If the craps dice are hot, the table won’t be hard to locate. Look for the noisy table with the loud folks shouting and cheering. There is no comparison between excited craps players and silent concentrated blackjack players.
Just about every tenderfoot learning how to play craps experienced anxiousness the first time they approached the table. Every novice has to start somewhere, though, and armed with some basic knowledge and hands-on surveillance, you’ll be shooting craps and yelling along like everyone else in no time.
To learn how to play craps and implement basic craps strategy, you simply need to do a little homework and observe the game up close first.
When the dice are hot, craps is a fast-moving game that doesn’t allow time for asking questions for newcomers just learning how to play craps. You should start out with small, straightforward bets initially, keeping to basic craps strategy. Close game observation is a terrific hands-on technique for learning how to play craps.
There are numerous betting strategies in the craps game. It will take a bit of experience and time to learn the more advanced techniques. Start out with simple craps strategy, advancing to higher level strategies as you gain more knowledge of the game.
It is best to start out learning how everything works before launching right into craps strategy. You’ll want to familiarize yourself with the layout of the table and the personnel who operate it.
Double layout craps tables are common in modern casinos today. The operation personnel consist of the boxman, the stickman, the dealers, and the floorman.
The boxman is seated on the craps table’s long side, guarding chips and taking cash collected by the dealers. Think of him as the game supervisor and banker. Typically dressed in a suit and tie, his word is final in the resolution of any disputes that arise.
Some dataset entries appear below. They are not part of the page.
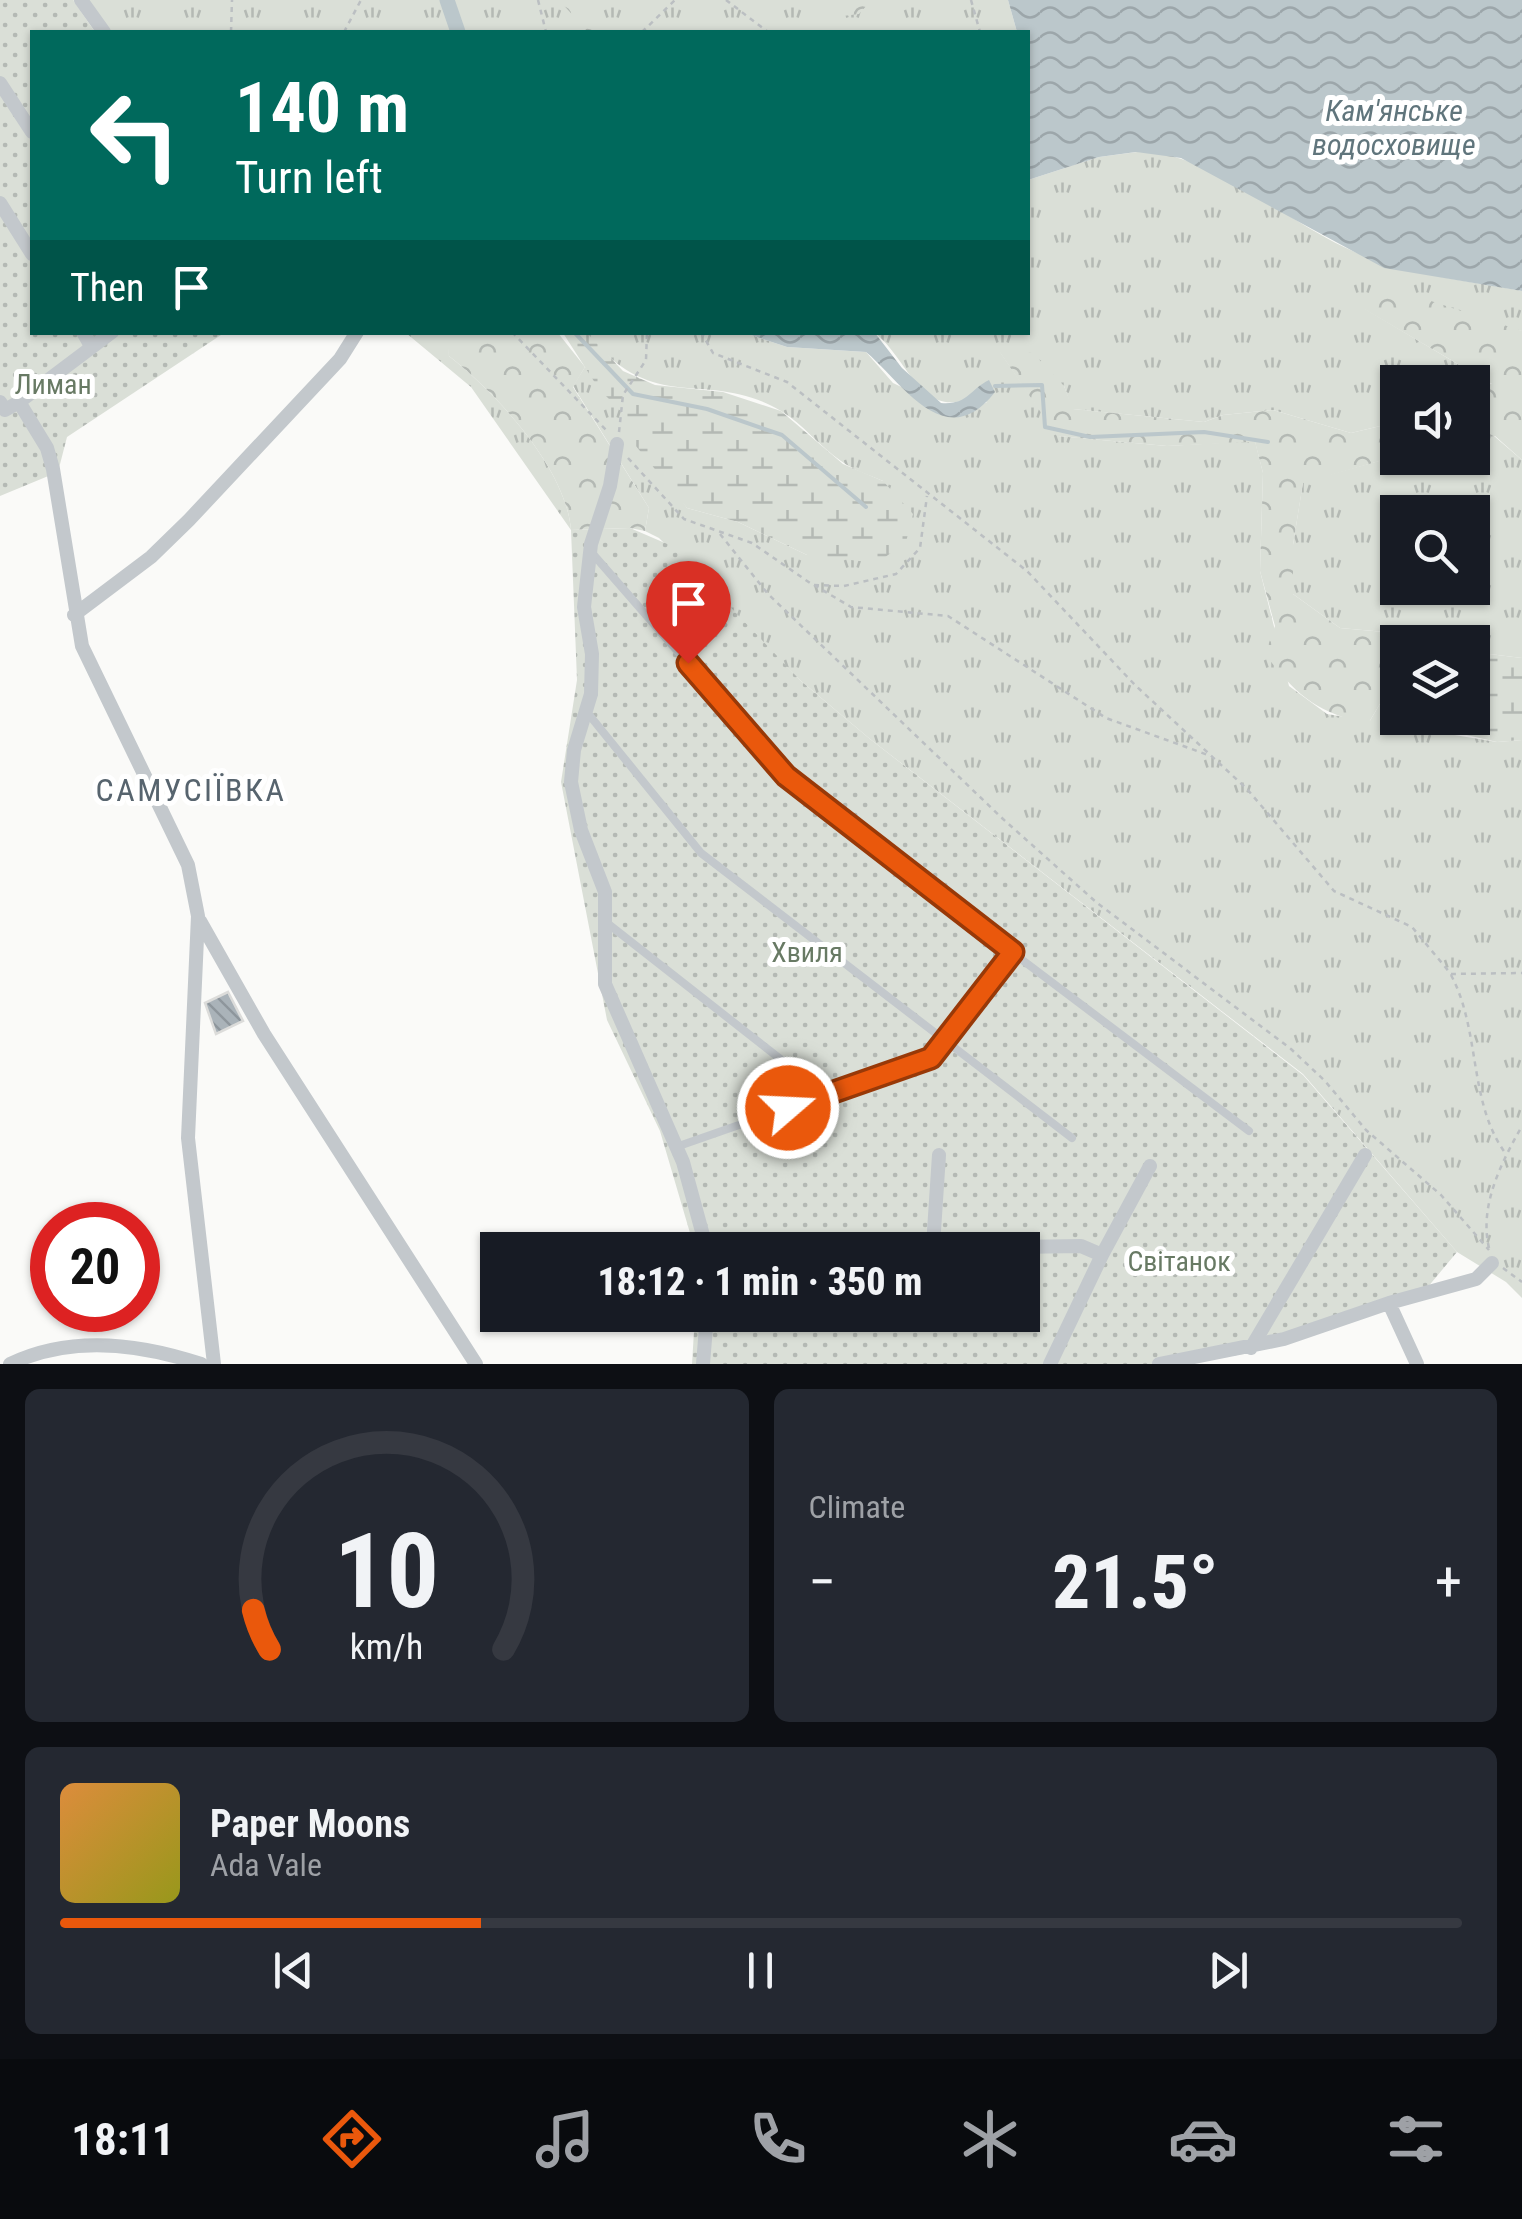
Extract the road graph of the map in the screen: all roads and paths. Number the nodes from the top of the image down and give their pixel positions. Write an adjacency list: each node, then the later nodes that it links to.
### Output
1 (81, 0): 8 (street)
2 (232, 0): 9 (path)
3 (361, 0): 10 (path)
4 (538, 0): 11 (path)
5 (675, 0): 12 (path)
6 (726, 0): 13 (path)
7 (971, 0): 14 (path)
8 (103, 30)
9 (232, 30)
10 (345, 30)
11 (546, 30)
12 (644, 30)
13 (765, 30)
14 (979, 30)
15 (0, 83): 16 (street)
16 (30, 129)
17 (0, 204): 18 (street)
18 (30, 251)
19 (355, 335): 30 (street)
20 (515, 335): 25 (path)
21 (647, 335): 25 (path)
22 (703, 335): 26 (path)
23 (87, 339): 24 (street)
24 (6, 407): 30 (street)
25 (617, 444): 27 (path); 28 (street)
26 (926, 496): 29 (path); 32 (path)
27 (720, 534): 29 (path); 52 (path)
28 (590, 550): 31 (street); 35 (lane)
29 (813, 585): 32 (path)
30 (74, 615): 33 (street)
31 (586, 712): 34 (street); 38 (lane)
32 (1212, 757): 37 (path)
33 (198, 916): 59 (street); 60 (street)
34 (607, 923): 39 (lane); 43 (street)
35 (1013, 952): 38 (lane); 41 (lane)
36 (1522, 973): 37 (path)
37 (1451, 974): 44 (path)
38 (944, 1040): 39 (lane); 42 (lane)
39 (825, 1094): 43 (lane)
40 (1522, 1126): 44 (path)
41 (1249, 1131)
42 (1072, 1138)
43 (676, 1147): 48 (street)
44 (1506, 1154): 52 (path)
45 (939, 1155): 49 (street)
46 (1365, 1155): 56 (street)
47 (1150, 1166): 51 (street)
48 (702, 1232)
49 (934, 1232)
50 (1040, 1246): 51 (street)
51 (1102, 1254): 62 (street)
52 (1490, 1256): 53 (path); 54 (street)
53 (1522, 1282)
54 (1389, 1303): 56 (street); 64 (street)
55 (705, 1332): 61 (street)
56 (1250, 1348): 63 (street)
57 (10, 1364): 58 (street)
58 (201, 1364)
59 (214, 1364)
60 (476, 1364)
61 (703, 1364)
62 (1050, 1364)
63 (1159, 1364)
64 (1418, 1364)

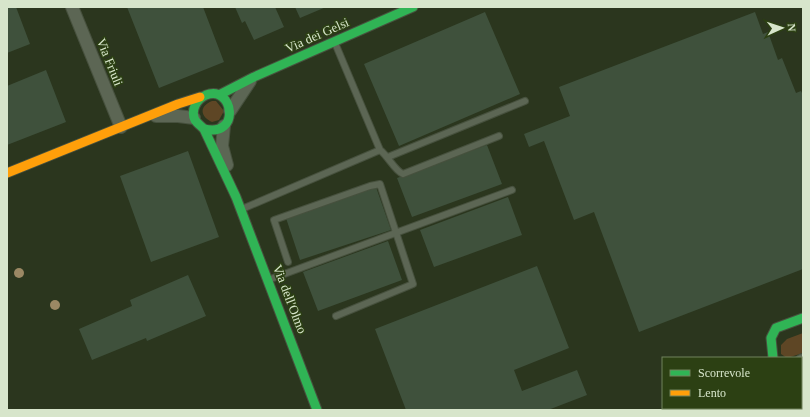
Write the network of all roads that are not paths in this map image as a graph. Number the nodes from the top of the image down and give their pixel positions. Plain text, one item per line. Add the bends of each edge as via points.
1 (72, 7) edge
2 (413, 7) edge
3 (334, 41) junction
4 (254, 77) junction
5 (219, 95) junction
6 (200, 97) junction
7 (525, 101) dead end
8 (230, 111) junction
9 (146, 117) junction
10 (194, 118) junction
11 (224, 126) junction
12 (121, 127) junction
13 (204, 129) junction
14 (499, 136) dead end
15 (380, 150) junction
16 (388, 157) junction
17 (7, 173) edge
18 (512, 190) dead end
19 (236, 197) junction
20 (241, 210) junction
21 (396, 232) junction
22 (288, 262) dead end
23 (268, 280) junction
24 (336, 316) dead end
25 (803, 318) edge
26 (773, 357) edge
27 (316, 410) edge

1 - 12 street, Via Friuli
2 - 3 street, Via dei Gelsi
3 - 4 street, Via dei Gelsi
3 - 15 lane
4 - 5 street, Via dei Gelsi
4 - 8 street
5 - 6 street via 209,93
5 - 8 street via 227,101
6 - 9 street
6 - 10 street via 195,103
7 - 16 lane
8 - 11 street via 229,119
9 - 10 street
9 - 12 street
10 - 13 street
11 - 13 street via 215,131
11 - 19 street, Via dell'Olmo via 222,146
12 - 17 street
13 - 19 street, Via dell'Olmo
14 - 16 lane via 403,174 398,172
15 - 16 lane
15 - 20 lane
18 - 21 lane
19 - 20 street, Via dell'Olmo
20 - 23 street, Via dell'Olmo
21 - 22 lane via 380,184 370,186 274,220
21 - 23 lane
21 - 24 lane via 414,284
23 - 27 street, Via dell'Olmo
25 - 26 street via 776,328 772,335

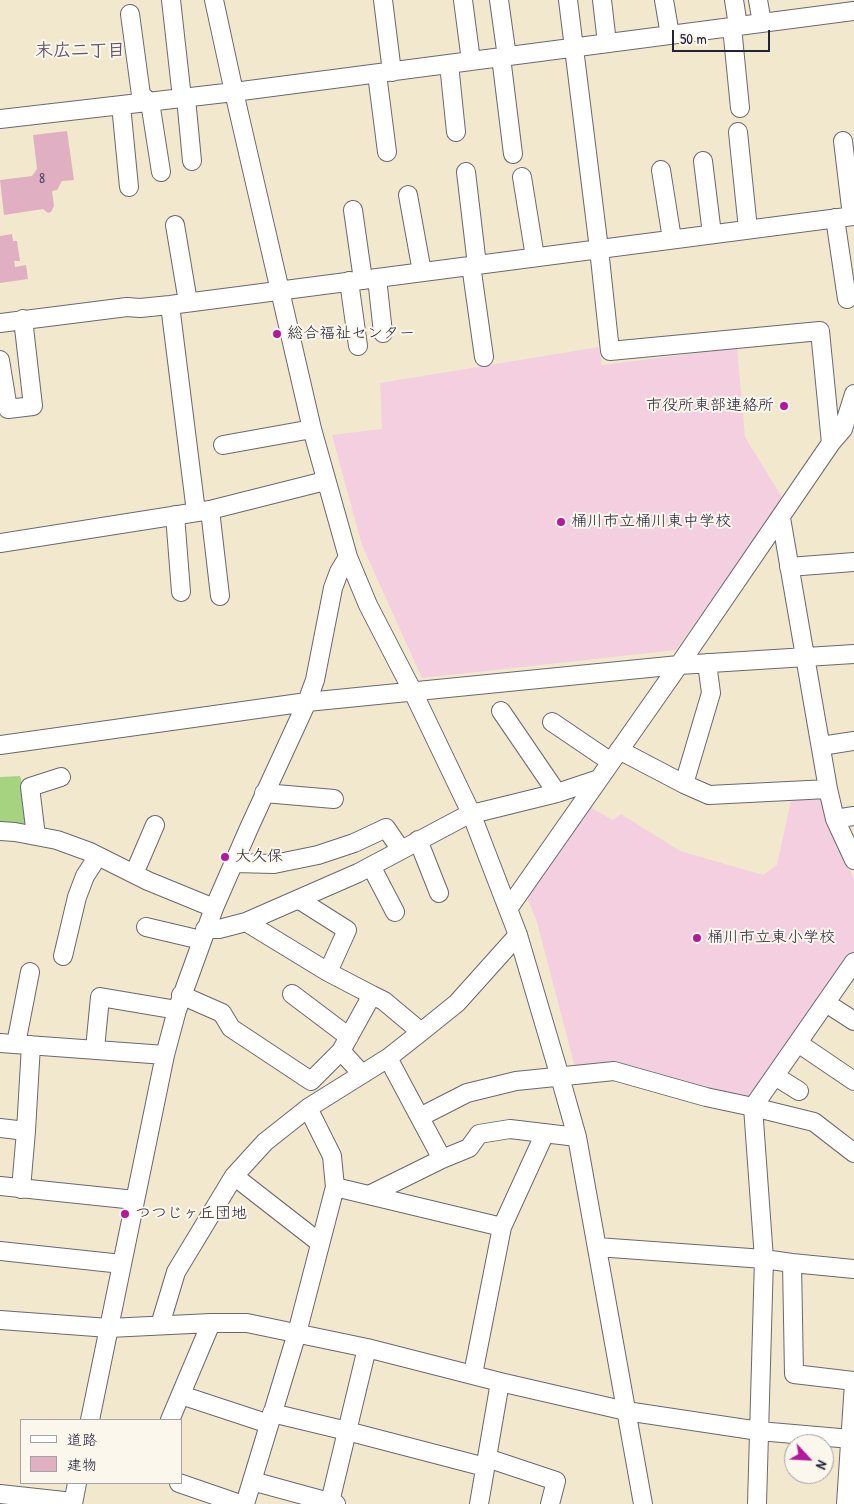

Directly across from the boxman is the stickman, who calls the game. He/she maneuvers the dice around the table. When payouts are completed after a dice roll, he/she returns the dice back to the shooter.
The stickman’s territory is the table’s center layout. He calls out each dice roll’s results and prompts players to get their bets in place. He also manages all proposition bets, commonly referred to as “one roll bets.”
Dealers are not supposed to have any physical contact with the craps players. They manage payoffs, losing bets, and bet placement. They occupy the craps table on both ends.
The floorman is responsible for keeping an overall eye on a smooth operation, usually on multiple tables. He is also the “credit manager” for the players, handling any requests for casino credit.
The one handling the dice is the shooter, who is selected from among the craps players. Shooters are only allowed to use one hand whenever handling the dice. Don’t toy with proper casino etiquette; the personnel are not amused. Big bets are being placed and most gamblers are serious on this issue.
A shooter is not to tamper or toy with the dice. He/she must not exchange the dice back and forth between their hands. There are very specific rules regarding dice handling.
It is perfectly acceptable to let the shooting opportunity pass to another player if you don’t want to shoot or feel you cannot abide by the rules.
Some other rules come into play regarding the shooter. The dice cannot be slid, they must be thrown, and they must bounce off the table’s opposite side wall. The thrown dice cannot be higher than the dealers’ eyes, and they cannot land on the dealers’ money or the boxman’s casino chips.
Another important thing to remember: place money exchanges onto the table layout. Do not hand them directly to the dealers because they are not allowed to touch the craps players.
After placing your money on the table layout, give the dealer instructions as to where the money is to be placed, such as “change only,” or the amount of the bet you are placing.